• _WHAT IS EXPECTED_:
Every line of the data below is to be written out again exactly.

[Dataset entries]
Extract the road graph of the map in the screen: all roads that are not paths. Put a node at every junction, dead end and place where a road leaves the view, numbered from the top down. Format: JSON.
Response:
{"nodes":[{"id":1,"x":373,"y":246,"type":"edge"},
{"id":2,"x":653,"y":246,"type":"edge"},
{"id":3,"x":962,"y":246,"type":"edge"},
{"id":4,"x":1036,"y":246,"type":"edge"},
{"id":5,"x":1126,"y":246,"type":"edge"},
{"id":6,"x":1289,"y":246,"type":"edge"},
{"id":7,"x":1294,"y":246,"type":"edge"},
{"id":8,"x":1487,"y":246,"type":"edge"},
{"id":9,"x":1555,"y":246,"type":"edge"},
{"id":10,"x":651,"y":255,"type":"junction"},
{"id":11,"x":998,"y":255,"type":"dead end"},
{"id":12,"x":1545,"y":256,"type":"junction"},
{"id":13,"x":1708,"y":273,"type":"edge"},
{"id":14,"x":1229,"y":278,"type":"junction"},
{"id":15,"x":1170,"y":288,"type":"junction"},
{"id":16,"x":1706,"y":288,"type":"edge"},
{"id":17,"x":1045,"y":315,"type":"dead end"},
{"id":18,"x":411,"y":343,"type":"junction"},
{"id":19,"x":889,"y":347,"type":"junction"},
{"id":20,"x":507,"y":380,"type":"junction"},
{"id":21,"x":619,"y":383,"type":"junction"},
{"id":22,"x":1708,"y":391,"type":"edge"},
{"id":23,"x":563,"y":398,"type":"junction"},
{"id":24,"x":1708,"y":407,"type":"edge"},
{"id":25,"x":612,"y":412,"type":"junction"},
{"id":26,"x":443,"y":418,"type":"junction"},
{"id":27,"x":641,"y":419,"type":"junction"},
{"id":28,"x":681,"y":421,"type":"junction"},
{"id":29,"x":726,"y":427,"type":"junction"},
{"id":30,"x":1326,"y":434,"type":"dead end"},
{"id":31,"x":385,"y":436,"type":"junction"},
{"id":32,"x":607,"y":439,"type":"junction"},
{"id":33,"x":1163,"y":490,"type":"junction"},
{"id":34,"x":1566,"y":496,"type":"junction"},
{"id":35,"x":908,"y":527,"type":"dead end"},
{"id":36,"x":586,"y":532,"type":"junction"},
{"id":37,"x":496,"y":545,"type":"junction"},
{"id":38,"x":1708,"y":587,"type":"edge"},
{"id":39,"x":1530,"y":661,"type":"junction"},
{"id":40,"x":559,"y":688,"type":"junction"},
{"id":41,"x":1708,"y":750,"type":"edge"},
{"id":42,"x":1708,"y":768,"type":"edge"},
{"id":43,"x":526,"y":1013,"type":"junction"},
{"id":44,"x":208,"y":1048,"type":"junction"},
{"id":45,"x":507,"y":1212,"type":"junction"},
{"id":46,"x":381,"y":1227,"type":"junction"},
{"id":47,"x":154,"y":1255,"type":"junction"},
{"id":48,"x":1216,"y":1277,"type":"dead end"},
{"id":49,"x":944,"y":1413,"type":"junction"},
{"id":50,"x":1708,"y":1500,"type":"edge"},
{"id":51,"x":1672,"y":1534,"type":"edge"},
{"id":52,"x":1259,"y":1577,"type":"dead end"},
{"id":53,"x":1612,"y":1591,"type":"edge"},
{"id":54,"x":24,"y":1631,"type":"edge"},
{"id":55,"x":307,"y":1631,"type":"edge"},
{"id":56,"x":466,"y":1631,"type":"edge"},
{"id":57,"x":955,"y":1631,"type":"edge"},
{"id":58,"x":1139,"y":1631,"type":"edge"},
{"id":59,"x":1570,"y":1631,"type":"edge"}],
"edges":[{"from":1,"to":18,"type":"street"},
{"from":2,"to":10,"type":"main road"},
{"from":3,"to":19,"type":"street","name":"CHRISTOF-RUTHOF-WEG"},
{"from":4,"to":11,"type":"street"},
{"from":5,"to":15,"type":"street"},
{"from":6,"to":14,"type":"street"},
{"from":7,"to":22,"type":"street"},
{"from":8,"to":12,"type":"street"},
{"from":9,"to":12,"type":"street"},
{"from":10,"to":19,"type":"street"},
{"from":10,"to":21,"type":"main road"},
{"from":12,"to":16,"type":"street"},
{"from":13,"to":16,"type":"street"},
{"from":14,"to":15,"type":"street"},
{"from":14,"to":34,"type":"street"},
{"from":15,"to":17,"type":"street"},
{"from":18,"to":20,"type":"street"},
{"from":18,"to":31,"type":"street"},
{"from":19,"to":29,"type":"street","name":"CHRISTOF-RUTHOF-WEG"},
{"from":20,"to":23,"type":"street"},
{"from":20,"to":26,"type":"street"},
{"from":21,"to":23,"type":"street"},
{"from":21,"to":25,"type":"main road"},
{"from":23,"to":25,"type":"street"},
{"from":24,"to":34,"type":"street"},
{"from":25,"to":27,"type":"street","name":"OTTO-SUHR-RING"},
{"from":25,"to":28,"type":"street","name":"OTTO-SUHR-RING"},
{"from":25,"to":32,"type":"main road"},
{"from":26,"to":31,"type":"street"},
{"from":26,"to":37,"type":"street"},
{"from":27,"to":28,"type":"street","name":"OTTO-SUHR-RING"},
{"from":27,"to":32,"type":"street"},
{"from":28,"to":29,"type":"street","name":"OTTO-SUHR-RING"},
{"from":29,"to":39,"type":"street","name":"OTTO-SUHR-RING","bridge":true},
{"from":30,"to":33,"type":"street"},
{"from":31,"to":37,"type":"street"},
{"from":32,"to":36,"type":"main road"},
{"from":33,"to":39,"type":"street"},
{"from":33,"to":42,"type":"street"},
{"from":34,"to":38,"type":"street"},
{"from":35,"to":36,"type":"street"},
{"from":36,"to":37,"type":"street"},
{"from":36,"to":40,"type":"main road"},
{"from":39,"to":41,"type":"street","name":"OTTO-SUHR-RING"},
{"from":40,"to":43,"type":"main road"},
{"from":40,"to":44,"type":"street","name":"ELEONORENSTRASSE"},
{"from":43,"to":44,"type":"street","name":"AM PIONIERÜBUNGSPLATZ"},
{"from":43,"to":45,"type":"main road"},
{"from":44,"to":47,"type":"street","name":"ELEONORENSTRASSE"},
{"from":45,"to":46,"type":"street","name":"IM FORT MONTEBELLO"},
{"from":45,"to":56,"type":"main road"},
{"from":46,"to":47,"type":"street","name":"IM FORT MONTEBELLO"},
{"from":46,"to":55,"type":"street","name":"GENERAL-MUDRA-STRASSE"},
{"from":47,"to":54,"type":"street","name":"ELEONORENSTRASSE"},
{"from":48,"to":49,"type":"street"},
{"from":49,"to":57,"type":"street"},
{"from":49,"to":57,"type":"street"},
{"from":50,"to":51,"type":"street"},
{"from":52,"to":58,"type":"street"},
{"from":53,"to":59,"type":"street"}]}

• _SOLUTION BELOW_:
Extract the road graph of the map in the screen: all roads that are not paths. Put a node at every junction, dead end and place where a road leaves the view, numbered from the top down. Format: JSON.
Response:
{"nodes":[{"id":1,"x":373,"y":246,"type":"edge"},
{"id":2,"x":653,"y":246,"type":"edge"},
{"id":3,"x":962,"y":246,"type":"edge"},
{"id":4,"x":1036,"y":246,"type":"edge"},
{"id":5,"x":1126,"y":246,"type":"edge"},
{"id":6,"x":1289,"y":246,"type":"edge"},
{"id":7,"x":1294,"y":246,"type":"edge"},
{"id":8,"x":1487,"y":246,"type":"edge"},
{"id":9,"x":1555,"y":246,"type":"edge"},
{"id":10,"x":651,"y":255,"type":"junction"},
{"id":11,"x":998,"y":255,"type":"dead end"},
{"id":12,"x":1545,"y":256,"type":"junction"},
{"id":13,"x":1708,"y":273,"type":"edge"},
{"id":14,"x":1229,"y":278,"type":"junction"},
{"id":15,"x":1170,"y":288,"type":"junction"},
{"id":16,"x":1706,"y":288,"type":"edge"},
{"id":17,"x":1045,"y":315,"type":"dead end"},
{"id":18,"x":411,"y":343,"type":"junction"},
{"id":19,"x":889,"y":347,"type":"junction"},
{"id":20,"x":507,"y":380,"type":"junction"},
{"id":21,"x":619,"y":383,"type":"junction"},
{"id":22,"x":1708,"y":391,"type":"edge"},
{"id":23,"x":563,"y":398,"type":"junction"},
{"id":24,"x":1708,"y":407,"type":"edge"},
{"id":25,"x":612,"y":412,"type":"junction"},
{"id":26,"x":443,"y":418,"type":"junction"},
{"id":27,"x":641,"y":419,"type":"junction"},
{"id":28,"x":681,"y":421,"type":"junction"},
{"id":29,"x":726,"y":427,"type":"junction"},
{"id":30,"x":1326,"y":434,"type":"dead end"},
{"id":31,"x":385,"y":436,"type":"junction"},
{"id":32,"x":607,"y":439,"type":"junction"},
{"id":33,"x":1163,"y":490,"type":"junction"},
{"id":34,"x":1566,"y":496,"type":"junction"},
{"id":35,"x":908,"y":527,"type":"dead end"},
{"id":36,"x":586,"y":532,"type":"junction"},
{"id":37,"x":496,"y":545,"type":"junction"},
{"id":38,"x":1708,"y":587,"type":"edge"},
{"id":39,"x":1530,"y":661,"type":"junction"},
{"id":40,"x":559,"y":688,"type":"junction"},
{"id":41,"x":1708,"y":750,"type":"edge"},
{"id":42,"x":1708,"y":768,"type":"edge"},
{"id":43,"x":526,"y":1013,"type":"junction"},
{"id":44,"x":208,"y":1048,"type":"junction"},
{"id":45,"x":507,"y":1212,"type":"junction"},
{"id":46,"x":381,"y":1227,"type":"junction"},
{"id":47,"x":154,"y":1255,"type":"junction"},
{"id":48,"x":1216,"y":1277,"type":"dead end"},
{"id":49,"x":944,"y":1413,"type":"junction"},
{"id":50,"x":1708,"y":1500,"type":"edge"},
{"id":51,"x":1672,"y":1534,"type":"edge"},
{"id":52,"x":1259,"y":1577,"type":"dead end"},
{"id":53,"x":1612,"y":1591,"type":"edge"},
{"id":54,"x":24,"y":1631,"type":"edge"},
{"id":55,"x":307,"y":1631,"type":"edge"},
{"id":56,"x":466,"y":1631,"type":"edge"},
{"id":57,"x":955,"y":1631,"type":"edge"},
{"id":58,"x":1139,"y":1631,"type":"edge"},
{"id":59,"x":1570,"y":1631,"type":"edge"}],
"edges":[{"from":1,"to":18,"type":"street"},
{"from":2,"to":10,"type":"main road"},
{"from":3,"to":19,"type":"street","name":"CHRISTOF-RUTHOF-WEG"},
{"from":4,"to":11,"type":"street"},
{"from":5,"to":15,"type":"street"},
{"from":6,"to":14,"type":"street"},
{"from":7,"to":22,"type":"street"},
{"from":8,"to":12,"type":"street"},
{"from":9,"to":12,"type":"street"},
{"from":10,"to":19,"type":"street"},
{"from":10,"to":21,"type":"main road"},
{"from":12,"to":16,"type":"street"},
{"from":13,"to":16,"type":"street"},
{"from":14,"to":15,"type":"street"},
{"from":14,"to":34,"type":"street"},
{"from":15,"to":17,"type":"street"},
{"from":18,"to":20,"type":"street"},
{"from":18,"to":31,"type":"street"},
{"from":19,"to":29,"type":"street","name":"CHRISTOF-RUTHOF-WEG"},
{"from":20,"to":23,"type":"street"},
{"from":20,"to":26,"type":"street"},
{"from":21,"to":23,"type":"street"},
{"from":21,"to":25,"type":"main road"},
{"from":23,"to":25,"type":"street"},
{"from":24,"to":34,"type":"street"},
{"from":25,"to":27,"type":"street","name":"OTTO-SUHR-RING"},
{"from":25,"to":28,"type":"street","name":"OTTO-SUHR-RING"},
{"from":25,"to":32,"type":"main road"},
{"from":26,"to":31,"type":"street"},
{"from":26,"to":37,"type":"street"},
{"from":27,"to":28,"type":"street","name":"OTTO-SUHR-RING"},
{"from":27,"to":32,"type":"street"},
{"from":28,"to":29,"type":"street","name":"OTTO-SUHR-RING"},
{"from":29,"to":39,"type":"street","name":"OTTO-SUHR-RING","bridge":true},
{"from":30,"to":33,"type":"street"},
{"from":31,"to":37,"type":"street"},
{"from":32,"to":36,"type":"main road"},
{"from":33,"to":39,"type":"street"},
{"from":33,"to":42,"type":"street"},
{"from":34,"to":38,"type":"street"},
{"from":35,"to":36,"type":"street"},
{"from":36,"to":37,"type":"street"},
{"from":36,"to":40,"type":"main road"},
{"from":39,"to":41,"type":"street","name":"OTTO-SUHR-RING"},
{"from":40,"to":43,"type":"main road"},
{"from":40,"to":44,"type":"street","name":"ELEONORENSTRASSE"},
{"from":43,"to":44,"type":"street","name":"AM PIONIERÜBUNGSPLATZ"},
{"from":43,"to":45,"type":"main road"},
{"from":44,"to":47,"type":"street","name":"ELEONORENSTRASSE"},
{"from":45,"to":46,"type":"street","name":"IM FORT MONTEBELLO"},
{"from":45,"to":56,"type":"main road"},
{"from":46,"to":47,"type":"street","name":"IM FORT MONTEBELLO"},
{"from":46,"to":55,"type":"street","name":"GENERAL-MUDRA-STRASSE"},
{"from":47,"to":54,"type":"street","name":"ELEONORENSTRASSE"},
{"from":48,"to":49,"type":"street"},
{"from":49,"to":57,"type":"street"},
{"from":49,"to":57,"type":"street"},
{"from":50,"to":51,"type":"street"},
{"from":52,"to":58,"type":"street"},
{"from":53,"to":59,"type":"street"}]}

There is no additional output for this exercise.